ベトナム戦争に題材をとった映画で,ベトコンの野戦病院で働いていた若い女医トゥイと,その女医の日記を発見した米兵フレッドが物語の中心人物である。実話である。米兵フレッドは戦場の焼け跡で偶然手に入れた若い女医の日記を,戦後35年経ってトゥイの遺族に返す。その日記が語るベトナム戦争の悲惨さと,そこに医師として野戦病院で自分を犠牲にしていきるトゥイの姿が描かれる。当然のことながら,胸を締めつけるような悲しいエピソードの連続である。上映会場はすすり泣きに溢れていた。

ただ,見ていて違和感を覚えたのが,アメリカ及びアメリカ兵たちの描き方における「寛大さ」である。フレッドはベトナムでの体験が心の傷にはなっているものの,それはそれほど重要な要素としては描かれてはいない。フレッドの姪(母親はベトナム人)が,米兵としてイラクに出征する前にフレッドに別れを告げに来るシーンで,フレッドは「銃の引き金を引くな」と言うだけである。ここには,アメリカがベトナムでやったことの繰り返しを,今またイラクで行おうとしているという視線が欠落しているように思われた。ベトナム戦争が何が原因でなされたのかという思考がほとんど感じられない。戦争の悲しさは伝わるが,根本的な反戦へのメッセージはほとんど伝わらない。

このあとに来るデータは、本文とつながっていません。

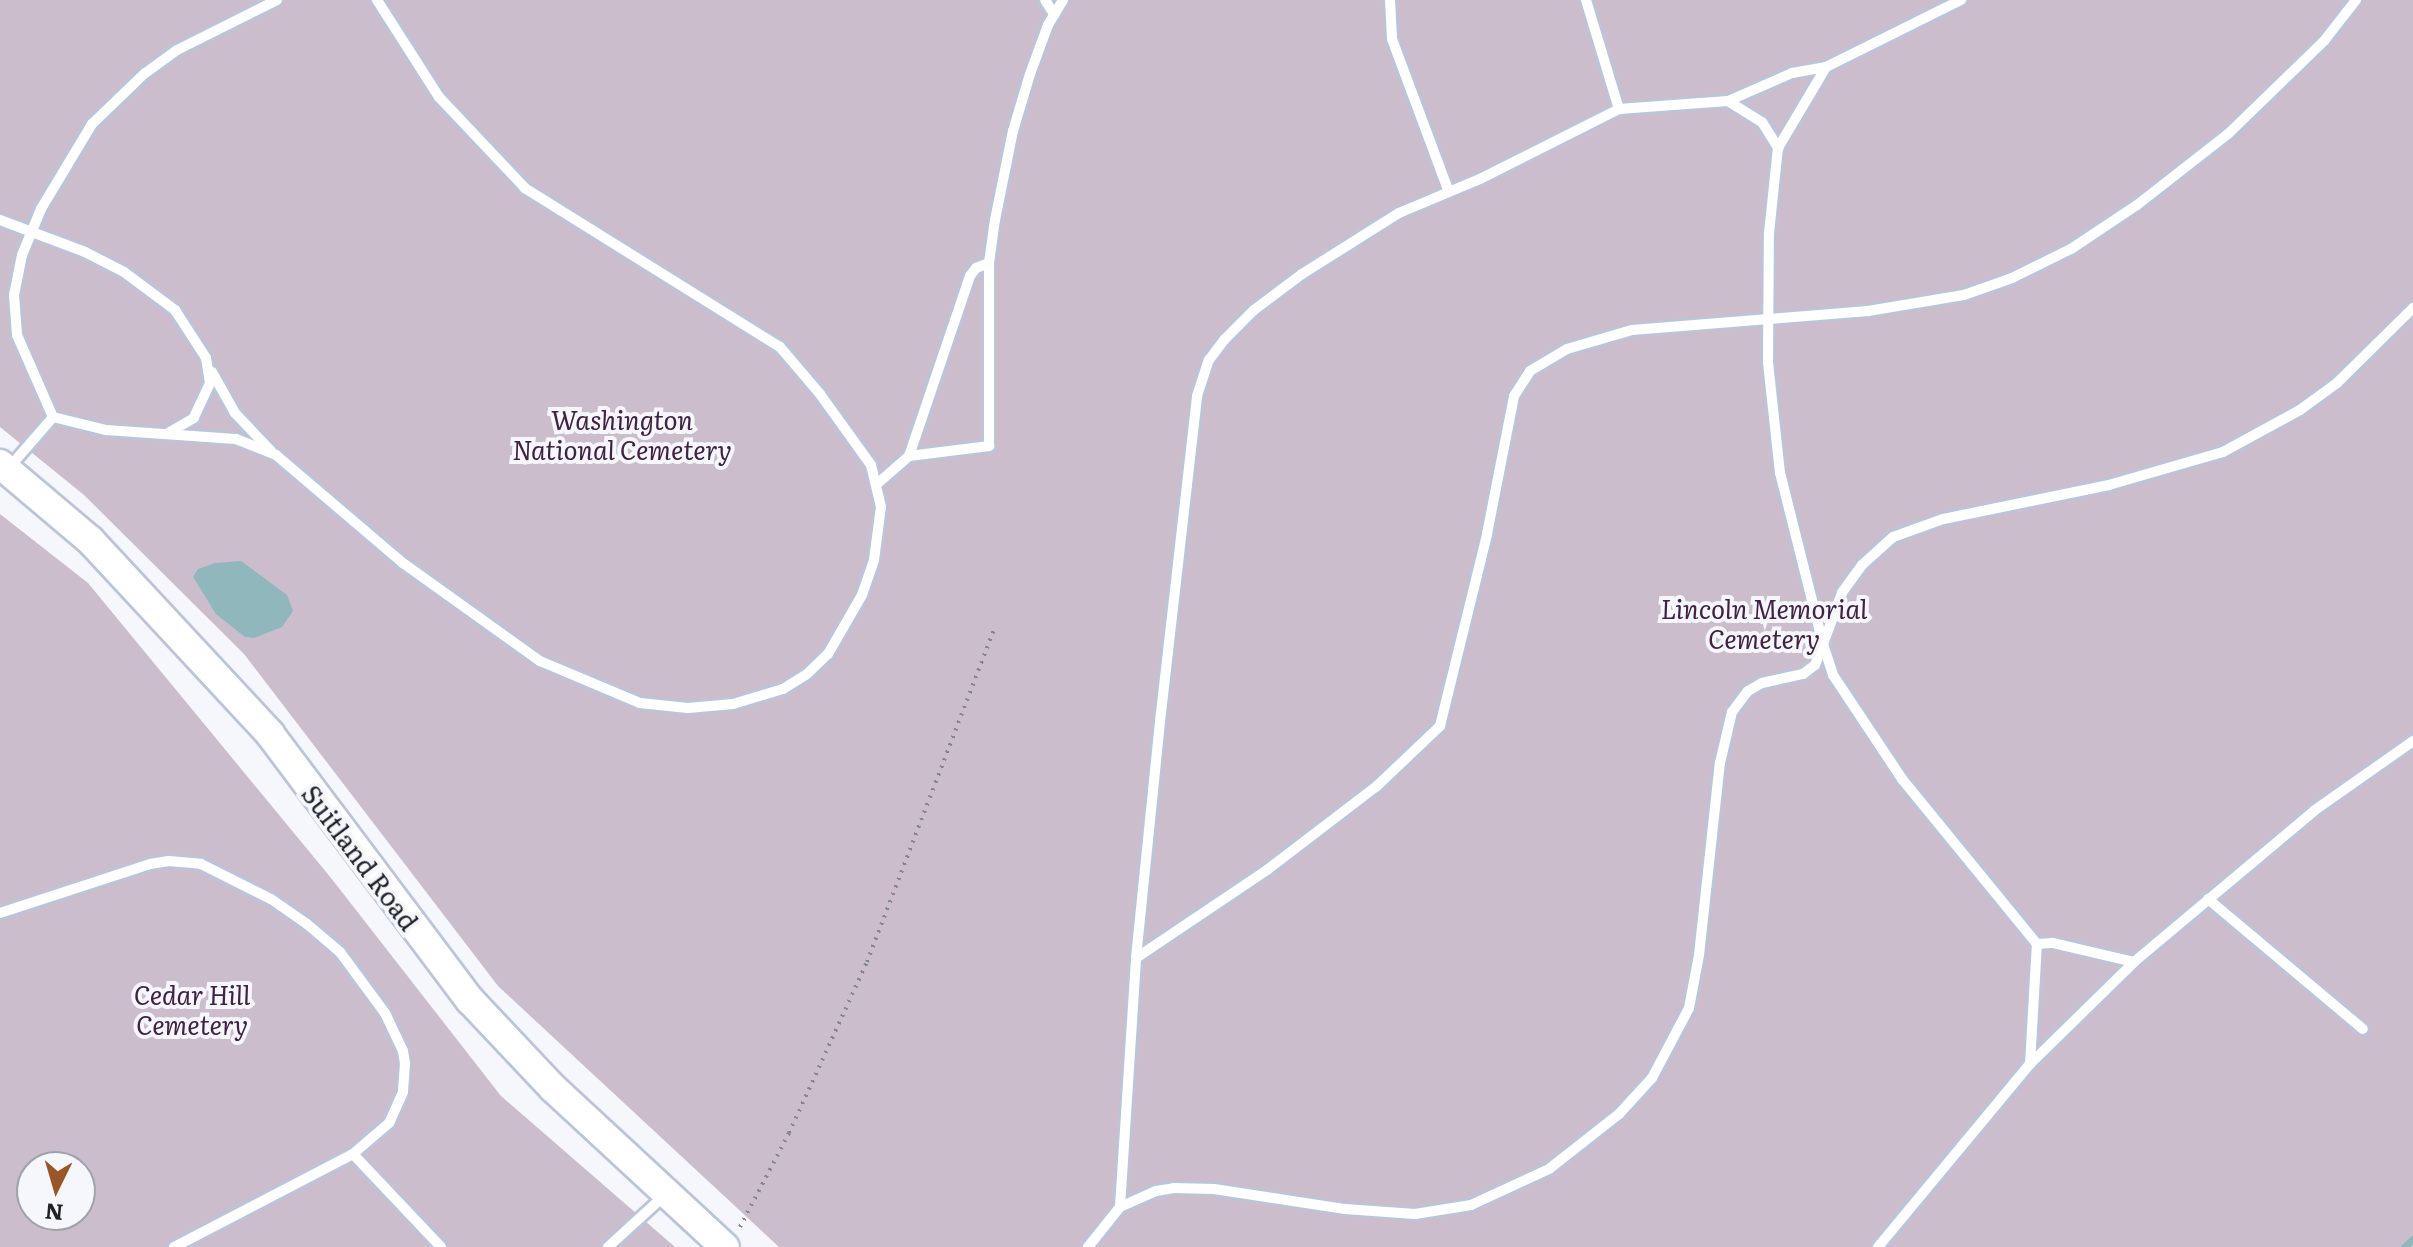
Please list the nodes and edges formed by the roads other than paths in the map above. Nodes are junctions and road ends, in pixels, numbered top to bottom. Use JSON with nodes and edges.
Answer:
{"nodes":[{"id":1,"x":277,"y":0,"type":"edge"},
{"id":2,"x":377,"y":0,"type":"edge"},
{"id":3,"x":1045,"y":0,"type":"edge"},
{"id":4,"x":1063,"y":0,"type":"edge"},
{"id":5,"x":1390,"y":0,"type":"edge"},
{"id":6,"x":1586,"y":0,"type":"edge"},
{"id":7,"x":1961,"y":0,"type":"edge"},
{"id":8,"x":2356,"y":0,"type":"edge"},
{"id":9,"x":1054,"y":14,"type":"junction"},
{"id":10,"x":1826,"y":67,"type":"junction"},
{"id":11,"x":1728,"y":101,"type":"junction"},
{"id":12,"x":1619,"y":109,"type":"junction"},
{"id":13,"x":1778,"y":148,"type":"junction"},
{"id":14,"x":1449,"y":192,"type":"junction"},
{"id":15,"x":0,"y":220,"type":"edge"},
{"id":16,"x":30,"y":232,"type":"junction"},
{"id":17,"x":989,"y":263,"type":"junction"},
{"id":18,"x":2413,"y":308,"type":"edge"},
{"id":19,"x":1768,"y":319,"type":"junction"},
{"id":20,"x":210,"y":369,"type":"junction"},
{"id":21,"x":53,"y":417,"type":"junction"},
{"id":22,"x":168,"y":433,"type":"junction"},
{"id":23,"x":276,"y":455,"type":"junction"},
{"id":24,"x":909,"y":456,"type":"junction"},
{"id":25,"x":2,"y":471,"type":"edge"},
{"id":26,"x":877,"y":484,"type":"junction"},
{"id":27,"x":1823,"y":644,"type":"junction"},
{"id":28,"x":2413,"y":741,"type":"edge"},
{"id":29,"x":2208,"y":899,"type":"junction"},
{"id":30,"x":0,"y":913,"type":"edge"},
{"id":31,"x":2037,"y":944,"type":"junction"},
{"id":32,"x":1136,"y":958,"type":"junction"},
{"id":33,"x":2134,"y":962,"type":"junction"},
{"id":34,"x":2363,"y":1029,"type":"dead end"},
{"id":35,"x":2030,"y":1064,"type":"junction"},
{"id":36,"x":353,"y":1154,"type":"junction"},
{"id":37,"x":667,"y":1194,"type":"junction"},
{"id":38,"x":1120,"y":1207,"type":"junction"},
{"id":39,"x":731,"y":1241,"type":"edge"},
{"id":40,"x":174,"y":1247,"type":"edge"},
{"id":41,"x":441,"y":1247,"type":"edge"},
{"id":42,"x":608,"y":1247,"type":"edge"},
{"id":43,"x":1088,"y":1247,"type":"edge"},
{"id":44,"x":1878,"y":1247,"type":"edge"}],
"edges":[{"from":1,"to":16,"type":"lane"},
{"from":2,"to":26,"type":"lane"},
{"from":3,"to":9,"type":"lane"},
{"from":4,"to":9,"type":"lane"},
{"from":5,"to":14,"type":"lane"},
{"from":6,"to":12,"type":"lane"},
{"from":7,"to":10,"type":"lane"},
{"from":8,"to":19,"type":"lane"},
{"from":9,"to":17,"type":"lane"},
{"from":10,"to":11,"type":"lane"},
{"from":10,"to":13,"type":"lane"},
{"from":11,"to":12,"type":"lane"},
{"from":11,"to":13,"type":"lane"},
{"from":12,"to":14,"type":"lane"},
{"from":13,"to":19,"type":"lane"},
{"from":14,"to":32,"type":"lane"},
{"from":15,"to":16,"type":"lane"},
{"from":16,"to":20,"type":"lane"},
{"from":16,"to":21,"type":"lane"},
{"from":17,"to":24,"type":"lane"},
{"from":17,"to":24,"type":"lane"},
{"from":18,"to":27,"type":"lane"},
{"from":19,"to":27,"type":"lane"},
{"from":19,"to":32,"type":"lane"},
{"from":20,"to":22,"type":"lane"},
{"from":20,"to":23,"type":"lane"},
{"from":21,"to":22,"type":"lane"},
{"from":21,"to":25,"type":"lane"},
{"from":22,"to":23,"type":"lane"},
{"from":23,"to":26,"type":"lane"},
{"from":24,"to":26,"type":"lane"},
{"from":25,"to":37,"type":"main road","name":"Suitland Road"},
{"from":27,"to":31,"type":"lane"},
{"from":27,"to":38,"type":"lane"},
{"from":28,"to":29,"type":"lane"},
{"from":29,"to":33,"type":"lane"},
{"from":29,"to":34,"type":"lane"},
{"from":30,"to":36,"type":"lane"},
{"from":31,"to":33,"type":"lane"},
{"from":31,"to":35,"type":"lane"},
{"from":32,"to":38,"type":"lane"},
{"from":33,"to":35,"type":"lane"},
{"from":35,"to":44,"type":"lane"},
{"from":36,"to":40,"type":"lane"},
{"from":36,"to":41,"type":"lane"},
{"from":37,"to":39,"type":"main road","name":"Suitland Road"},
{"from":37,"to":42,"type":"lane"},
{"from":38,"to":43,"type":"lane"}]}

じつは,この映画がはじまった直後から,「悲しさ」描写に力点が置かれている映画(はっきり言えば「お涙ちょうだい映画」)であることを察してしまった。それは過剰な音楽の使い方である。劇的悲劇的様相を帯びた音楽がこれでもかと最初から間断なく鳴らされる。特定の感情の押しつけによる思考停止の危険性を感じたのである。